» Record extracts:

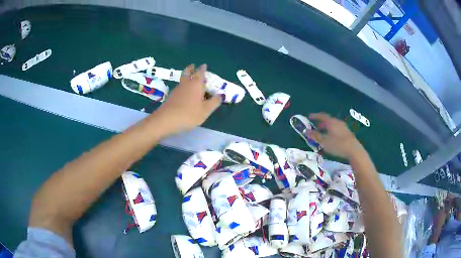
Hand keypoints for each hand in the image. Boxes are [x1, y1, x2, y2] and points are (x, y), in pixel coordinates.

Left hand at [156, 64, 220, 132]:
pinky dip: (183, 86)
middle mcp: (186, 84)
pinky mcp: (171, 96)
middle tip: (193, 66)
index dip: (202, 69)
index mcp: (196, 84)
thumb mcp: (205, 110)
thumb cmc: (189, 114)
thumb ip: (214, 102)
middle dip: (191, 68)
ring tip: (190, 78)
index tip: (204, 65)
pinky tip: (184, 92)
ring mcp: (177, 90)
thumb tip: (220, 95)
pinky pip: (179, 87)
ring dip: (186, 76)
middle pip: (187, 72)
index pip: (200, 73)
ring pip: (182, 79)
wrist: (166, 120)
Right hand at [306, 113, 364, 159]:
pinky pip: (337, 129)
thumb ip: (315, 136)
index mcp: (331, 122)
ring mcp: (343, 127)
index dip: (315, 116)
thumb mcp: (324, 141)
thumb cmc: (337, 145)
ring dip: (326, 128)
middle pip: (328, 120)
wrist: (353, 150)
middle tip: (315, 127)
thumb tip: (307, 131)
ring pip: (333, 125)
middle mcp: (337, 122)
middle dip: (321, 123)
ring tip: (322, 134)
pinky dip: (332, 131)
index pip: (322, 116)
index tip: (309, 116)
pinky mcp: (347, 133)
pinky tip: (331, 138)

* * *

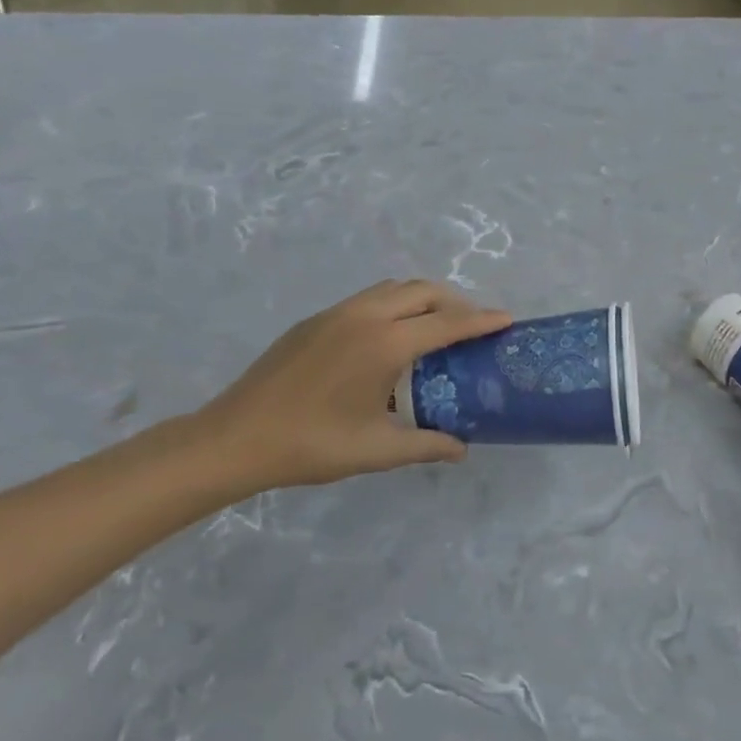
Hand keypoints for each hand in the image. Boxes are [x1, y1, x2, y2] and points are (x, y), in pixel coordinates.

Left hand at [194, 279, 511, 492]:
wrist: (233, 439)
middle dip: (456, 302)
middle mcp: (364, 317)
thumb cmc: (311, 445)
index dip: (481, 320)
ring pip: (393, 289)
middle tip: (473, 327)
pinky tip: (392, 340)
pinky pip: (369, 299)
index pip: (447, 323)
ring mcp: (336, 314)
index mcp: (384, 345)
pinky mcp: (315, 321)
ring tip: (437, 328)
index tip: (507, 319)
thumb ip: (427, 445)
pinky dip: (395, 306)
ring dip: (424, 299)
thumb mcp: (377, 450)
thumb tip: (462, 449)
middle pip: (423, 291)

» Your task: Transcribe each line of the data above, unaltered, from the one where "middle tip: (473, 327)" appears to the one where "middle pip: (423, 291)" appears, inclusive of both.

» Solution to this problem:
middle tip: (473, 327)
pinky tip: (392, 340)
pinky pip: (369, 299)
index pip: (447, 323)
ring mcp: (336, 314)
index mcp: (384, 345)
pinky mcp: (315, 321)
ring tip: (437, 328)
index tip: (507, 319)
thumb ip: (427, 445)
pinky dip: (395, 306)
ring dip: (424, 299)
thumb mcp: (377, 450)
thumb tip: (462, 449)
middle pip: (423, 291)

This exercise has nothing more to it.